Story Title: The Devil’s In the Details: Part 4 Inside Out
Reviewer: Paul Sebert
Writer: Rick Veitch
Art & Color: Tommy Lee Edwards
Lettering: John Workman
Editor: Ben Abernathy
Created by Steve Ditko for the now defunct Charlton Comics as a bastion of Randian Objectivism The Question has always been one of the quirkier characters in the history of comics, thanks in no small part to his brilliant, yet eccentric creator. The Question would vanish mysteriously when Charlton comics canceled it’s superhero line in 1968. Charlton would stick around for awhile publishing comics based on Hannah Barbera cartoons but would finally close it’s doors in 1985.
DC buy the rights to Charlton’s superhero properties and as soon as you can say “Crisis” newly revised versions of their Charlton Heroes such as Captain Atom and the Blue Beetle would be rubbing shoulders with the Justice League. The Question and his fellow Charlton characters would also serve as the inspiration for Alan Moore’s Watchmen. Finally in 1987 The Question would make his grand return in a new series. Re-imagined by the legendary Denny O’Neil and Denys Cowan The Question would drop Objectivism in favor of Zen philosophy and learned a bit of martial arts along the way from the likes of none other than Lady Shiva and Richard Dragon before . The series would last until 1990, when due to time constraints it was changed into a short-lived quarterly title. Since then Vic Sage would have a number of guest appearances and a mini-series or two but has alas sadly remained under the radar of comics fans. Most recently he’s appeared in an episode of Justice League Unlimited, which re-imagined Sage as crime fighting conspiracy theory enthusiast who makes Fox Mulder seem down to earth.

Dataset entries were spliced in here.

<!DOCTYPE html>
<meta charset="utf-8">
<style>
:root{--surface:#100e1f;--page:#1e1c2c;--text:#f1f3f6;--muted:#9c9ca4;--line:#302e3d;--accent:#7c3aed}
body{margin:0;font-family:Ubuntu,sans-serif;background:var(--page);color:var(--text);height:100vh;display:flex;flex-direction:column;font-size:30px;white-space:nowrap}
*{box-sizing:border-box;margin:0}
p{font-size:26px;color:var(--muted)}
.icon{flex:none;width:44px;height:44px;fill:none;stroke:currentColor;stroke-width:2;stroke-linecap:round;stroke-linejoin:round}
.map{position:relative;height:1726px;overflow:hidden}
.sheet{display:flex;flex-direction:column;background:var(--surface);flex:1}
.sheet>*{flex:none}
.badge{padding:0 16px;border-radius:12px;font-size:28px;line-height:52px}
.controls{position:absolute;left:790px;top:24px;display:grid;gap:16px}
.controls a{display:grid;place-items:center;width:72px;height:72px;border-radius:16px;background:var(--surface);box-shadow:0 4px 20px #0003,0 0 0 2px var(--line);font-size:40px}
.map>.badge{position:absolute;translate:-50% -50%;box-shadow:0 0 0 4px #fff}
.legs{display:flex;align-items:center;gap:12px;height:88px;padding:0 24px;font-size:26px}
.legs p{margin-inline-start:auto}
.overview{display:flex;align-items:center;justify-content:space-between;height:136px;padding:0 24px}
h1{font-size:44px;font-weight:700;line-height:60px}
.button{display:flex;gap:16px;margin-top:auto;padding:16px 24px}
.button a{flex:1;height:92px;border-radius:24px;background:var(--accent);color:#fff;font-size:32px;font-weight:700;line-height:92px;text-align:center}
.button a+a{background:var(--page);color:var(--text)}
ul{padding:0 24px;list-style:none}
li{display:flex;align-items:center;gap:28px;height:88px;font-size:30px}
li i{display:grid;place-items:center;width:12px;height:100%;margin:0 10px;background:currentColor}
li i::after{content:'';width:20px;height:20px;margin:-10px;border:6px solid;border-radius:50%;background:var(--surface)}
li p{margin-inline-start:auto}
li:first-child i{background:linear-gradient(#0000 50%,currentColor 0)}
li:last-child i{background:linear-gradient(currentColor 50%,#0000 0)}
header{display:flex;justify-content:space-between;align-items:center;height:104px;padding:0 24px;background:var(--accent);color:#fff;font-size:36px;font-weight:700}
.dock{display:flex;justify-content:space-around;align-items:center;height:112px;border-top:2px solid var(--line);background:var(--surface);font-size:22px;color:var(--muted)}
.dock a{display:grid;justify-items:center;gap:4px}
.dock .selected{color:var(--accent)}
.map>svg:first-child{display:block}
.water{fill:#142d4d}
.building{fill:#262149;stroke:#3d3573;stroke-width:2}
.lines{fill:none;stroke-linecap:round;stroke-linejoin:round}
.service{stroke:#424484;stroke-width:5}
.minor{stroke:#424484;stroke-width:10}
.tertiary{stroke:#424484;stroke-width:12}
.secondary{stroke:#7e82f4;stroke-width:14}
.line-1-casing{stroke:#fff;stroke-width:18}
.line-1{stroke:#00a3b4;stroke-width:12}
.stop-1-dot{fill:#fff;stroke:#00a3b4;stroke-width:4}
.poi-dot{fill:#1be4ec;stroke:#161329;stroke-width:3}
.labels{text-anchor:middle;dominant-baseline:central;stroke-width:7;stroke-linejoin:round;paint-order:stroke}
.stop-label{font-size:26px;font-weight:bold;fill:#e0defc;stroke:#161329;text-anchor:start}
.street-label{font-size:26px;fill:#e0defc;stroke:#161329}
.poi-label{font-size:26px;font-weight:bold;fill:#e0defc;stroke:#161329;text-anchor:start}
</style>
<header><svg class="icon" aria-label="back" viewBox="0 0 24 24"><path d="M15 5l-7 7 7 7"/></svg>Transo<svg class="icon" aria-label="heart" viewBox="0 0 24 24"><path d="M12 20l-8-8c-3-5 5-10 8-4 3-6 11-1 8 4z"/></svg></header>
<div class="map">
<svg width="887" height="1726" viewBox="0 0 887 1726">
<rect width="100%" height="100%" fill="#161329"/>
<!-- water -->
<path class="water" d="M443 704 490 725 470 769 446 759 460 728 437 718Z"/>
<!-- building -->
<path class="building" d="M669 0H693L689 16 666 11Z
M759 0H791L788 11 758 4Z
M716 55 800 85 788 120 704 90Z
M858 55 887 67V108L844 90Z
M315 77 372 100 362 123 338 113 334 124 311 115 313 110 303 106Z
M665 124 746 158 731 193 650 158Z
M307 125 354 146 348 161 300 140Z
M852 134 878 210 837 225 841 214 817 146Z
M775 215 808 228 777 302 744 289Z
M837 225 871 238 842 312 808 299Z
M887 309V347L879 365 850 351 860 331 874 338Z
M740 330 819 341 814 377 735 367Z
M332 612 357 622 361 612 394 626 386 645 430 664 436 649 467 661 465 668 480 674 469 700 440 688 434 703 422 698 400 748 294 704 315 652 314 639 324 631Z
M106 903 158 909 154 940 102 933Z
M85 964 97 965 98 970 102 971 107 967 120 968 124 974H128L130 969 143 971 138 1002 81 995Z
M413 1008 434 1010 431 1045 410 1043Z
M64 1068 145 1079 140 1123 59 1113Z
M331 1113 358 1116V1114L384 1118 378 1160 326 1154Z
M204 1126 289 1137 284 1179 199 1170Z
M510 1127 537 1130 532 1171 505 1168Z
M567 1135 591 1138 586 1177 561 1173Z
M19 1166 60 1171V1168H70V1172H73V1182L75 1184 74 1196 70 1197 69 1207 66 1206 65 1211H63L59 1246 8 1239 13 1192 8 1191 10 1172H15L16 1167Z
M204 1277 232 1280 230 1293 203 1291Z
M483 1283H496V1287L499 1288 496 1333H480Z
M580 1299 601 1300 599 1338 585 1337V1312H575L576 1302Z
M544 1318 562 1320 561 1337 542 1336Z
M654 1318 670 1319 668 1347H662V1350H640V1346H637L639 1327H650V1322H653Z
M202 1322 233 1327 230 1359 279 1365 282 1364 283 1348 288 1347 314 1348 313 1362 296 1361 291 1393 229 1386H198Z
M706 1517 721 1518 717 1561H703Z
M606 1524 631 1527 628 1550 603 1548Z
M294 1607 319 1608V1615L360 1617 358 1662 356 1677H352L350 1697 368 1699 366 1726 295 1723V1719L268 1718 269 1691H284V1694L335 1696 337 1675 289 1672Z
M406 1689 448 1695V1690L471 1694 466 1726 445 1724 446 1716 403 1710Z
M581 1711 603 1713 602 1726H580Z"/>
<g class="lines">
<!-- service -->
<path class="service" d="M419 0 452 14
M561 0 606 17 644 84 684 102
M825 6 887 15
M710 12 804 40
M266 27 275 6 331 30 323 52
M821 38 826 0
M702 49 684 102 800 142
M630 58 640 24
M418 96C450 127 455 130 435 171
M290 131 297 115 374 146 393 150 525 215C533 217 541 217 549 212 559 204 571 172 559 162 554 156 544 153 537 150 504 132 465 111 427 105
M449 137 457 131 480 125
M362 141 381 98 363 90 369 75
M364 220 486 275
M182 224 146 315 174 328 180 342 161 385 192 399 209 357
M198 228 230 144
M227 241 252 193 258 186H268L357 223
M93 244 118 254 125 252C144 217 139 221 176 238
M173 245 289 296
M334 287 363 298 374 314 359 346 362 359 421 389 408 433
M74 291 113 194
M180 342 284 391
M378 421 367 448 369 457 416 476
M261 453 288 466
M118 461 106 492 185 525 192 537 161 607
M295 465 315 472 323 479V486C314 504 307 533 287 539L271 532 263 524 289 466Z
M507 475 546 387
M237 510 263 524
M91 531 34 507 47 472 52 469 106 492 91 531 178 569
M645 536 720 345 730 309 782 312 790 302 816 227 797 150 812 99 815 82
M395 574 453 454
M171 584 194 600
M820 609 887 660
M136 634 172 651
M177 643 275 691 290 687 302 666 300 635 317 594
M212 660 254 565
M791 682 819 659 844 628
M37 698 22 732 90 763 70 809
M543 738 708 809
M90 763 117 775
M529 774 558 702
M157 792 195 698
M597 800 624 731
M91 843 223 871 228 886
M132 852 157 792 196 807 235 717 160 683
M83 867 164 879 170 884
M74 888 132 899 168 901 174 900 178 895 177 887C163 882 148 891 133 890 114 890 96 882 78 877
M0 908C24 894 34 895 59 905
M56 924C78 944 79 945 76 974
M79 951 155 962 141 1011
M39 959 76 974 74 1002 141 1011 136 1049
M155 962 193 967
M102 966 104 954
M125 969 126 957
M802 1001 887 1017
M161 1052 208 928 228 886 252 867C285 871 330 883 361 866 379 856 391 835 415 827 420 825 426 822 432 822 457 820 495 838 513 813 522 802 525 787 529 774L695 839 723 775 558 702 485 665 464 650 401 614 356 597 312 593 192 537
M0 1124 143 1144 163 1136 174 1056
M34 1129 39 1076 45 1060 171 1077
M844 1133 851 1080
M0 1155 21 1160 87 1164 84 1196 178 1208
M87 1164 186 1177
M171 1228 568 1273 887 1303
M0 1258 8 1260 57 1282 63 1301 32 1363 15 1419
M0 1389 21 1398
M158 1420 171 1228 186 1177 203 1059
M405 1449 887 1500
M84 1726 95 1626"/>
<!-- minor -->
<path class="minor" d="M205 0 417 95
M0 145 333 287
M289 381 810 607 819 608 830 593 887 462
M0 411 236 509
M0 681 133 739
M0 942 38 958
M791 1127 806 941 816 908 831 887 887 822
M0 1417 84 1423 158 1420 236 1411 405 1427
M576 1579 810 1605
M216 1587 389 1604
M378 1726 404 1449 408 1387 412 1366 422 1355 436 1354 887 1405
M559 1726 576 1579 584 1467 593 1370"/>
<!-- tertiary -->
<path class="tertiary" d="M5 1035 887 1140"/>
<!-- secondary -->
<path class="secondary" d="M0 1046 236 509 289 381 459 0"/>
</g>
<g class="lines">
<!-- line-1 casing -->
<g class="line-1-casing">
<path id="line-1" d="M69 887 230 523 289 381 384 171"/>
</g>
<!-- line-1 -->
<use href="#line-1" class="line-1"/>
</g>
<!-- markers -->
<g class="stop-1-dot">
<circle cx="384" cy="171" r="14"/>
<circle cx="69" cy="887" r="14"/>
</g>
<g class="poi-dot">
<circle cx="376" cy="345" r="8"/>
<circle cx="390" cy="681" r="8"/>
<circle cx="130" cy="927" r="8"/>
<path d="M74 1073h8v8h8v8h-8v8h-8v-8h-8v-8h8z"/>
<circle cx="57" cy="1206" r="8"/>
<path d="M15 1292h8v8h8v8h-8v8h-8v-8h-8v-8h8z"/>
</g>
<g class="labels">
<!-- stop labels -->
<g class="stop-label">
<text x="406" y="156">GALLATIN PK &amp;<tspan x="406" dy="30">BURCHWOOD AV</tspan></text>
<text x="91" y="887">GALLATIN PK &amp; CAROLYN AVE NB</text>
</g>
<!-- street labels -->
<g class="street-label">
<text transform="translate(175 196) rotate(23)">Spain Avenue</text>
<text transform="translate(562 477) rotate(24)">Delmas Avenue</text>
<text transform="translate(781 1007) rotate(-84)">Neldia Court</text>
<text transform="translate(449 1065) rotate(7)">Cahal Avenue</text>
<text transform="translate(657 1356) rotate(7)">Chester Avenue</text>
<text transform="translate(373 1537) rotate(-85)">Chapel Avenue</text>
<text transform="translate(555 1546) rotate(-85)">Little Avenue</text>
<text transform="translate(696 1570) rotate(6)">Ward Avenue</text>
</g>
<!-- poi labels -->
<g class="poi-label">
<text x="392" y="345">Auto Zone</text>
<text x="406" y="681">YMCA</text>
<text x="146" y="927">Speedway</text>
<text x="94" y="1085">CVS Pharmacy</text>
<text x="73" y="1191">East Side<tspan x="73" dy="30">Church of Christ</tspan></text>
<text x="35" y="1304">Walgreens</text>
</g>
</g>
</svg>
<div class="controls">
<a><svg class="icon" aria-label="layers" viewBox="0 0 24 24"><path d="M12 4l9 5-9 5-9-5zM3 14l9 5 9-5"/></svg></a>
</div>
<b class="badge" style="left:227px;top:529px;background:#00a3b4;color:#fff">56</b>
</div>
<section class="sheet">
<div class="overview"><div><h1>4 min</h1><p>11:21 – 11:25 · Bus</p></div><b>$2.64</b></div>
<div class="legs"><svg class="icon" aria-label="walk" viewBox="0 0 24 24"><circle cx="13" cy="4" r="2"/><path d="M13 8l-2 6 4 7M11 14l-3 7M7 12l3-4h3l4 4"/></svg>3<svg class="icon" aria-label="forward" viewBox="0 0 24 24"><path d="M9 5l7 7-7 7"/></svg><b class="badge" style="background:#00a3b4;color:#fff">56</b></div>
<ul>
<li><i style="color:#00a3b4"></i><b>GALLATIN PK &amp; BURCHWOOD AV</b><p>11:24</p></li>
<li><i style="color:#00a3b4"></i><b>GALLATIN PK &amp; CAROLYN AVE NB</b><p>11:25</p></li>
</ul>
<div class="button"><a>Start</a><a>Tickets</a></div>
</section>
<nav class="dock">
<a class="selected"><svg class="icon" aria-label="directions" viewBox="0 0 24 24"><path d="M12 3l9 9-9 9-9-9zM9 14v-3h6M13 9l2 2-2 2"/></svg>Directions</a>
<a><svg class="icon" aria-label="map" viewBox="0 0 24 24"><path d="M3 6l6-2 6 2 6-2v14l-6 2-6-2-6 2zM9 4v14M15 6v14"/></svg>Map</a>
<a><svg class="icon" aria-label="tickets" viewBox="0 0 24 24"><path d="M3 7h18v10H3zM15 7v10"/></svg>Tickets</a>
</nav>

Now The Question has returned in a new mini-series by written by Rick Veitch and Tommy Lee Edwards which presents what may very well be the most bizarre incarnation of the character to ever walk the pages of comics. Muttering strange bits of Zen poetry to himself, The Question seems to see and inhabit a world that we mortal comic readers are completely unaware of. Oh occasionally we get glimpses into the character’s mind, but for most part just what Sage is really thinking is clouded from the reader in a sea of enigmatic prose. In this issue it’s suggested that The Question’s been experimenting with psychotropic vision questions, and it’s revealed that he wears a lead lined mask to protect his identity from Superman’s X-Ray Vision. That takes serious dedication to one’s craft.
The plot of this mini-series is such an intricately wound series of threads that would make Christopher Priest proud. The Question has wandered his way to Metropolis after he hears the city calling out to him, and thus investigates what appears to be a incredibly elaborate plot on the life of the Superman, involving a ghost train filled with underground gangsters and a mob hitman/shaman who targets people in the afterlife, and Lex Luthor’s newest piece of architecture The Science Spire, a building which most certainly can not be up to any good. How evil is this building? Well not only has Lex crazy Feng Sui expert as an advisor in it’s construction, but it’s also built over shipwreck that buried over almost four hundred slaves. Yeah that’s one evil building in the making.
Artist Tommy Lee Edwards puts in what may very well prove to be a truly star making performance mixing in elements of Alex Maleev’s work on Daredevil with more surreal elements not unlike David Mack’s art on Kabuki. Each page is stunningly colored and intricately penciled.
Flaw wise well… to be honest DC could have almost slapped an Elseworld on this book and no-one would have noticed. Luthor-side plot blatantly ignores anything that’s happened in the DCU in the last four years, and I know for a fact that Steve Ditko purists are going to hate this book with a vengeance.
And you know what?
I don’t really care. But you might, so be forewarned.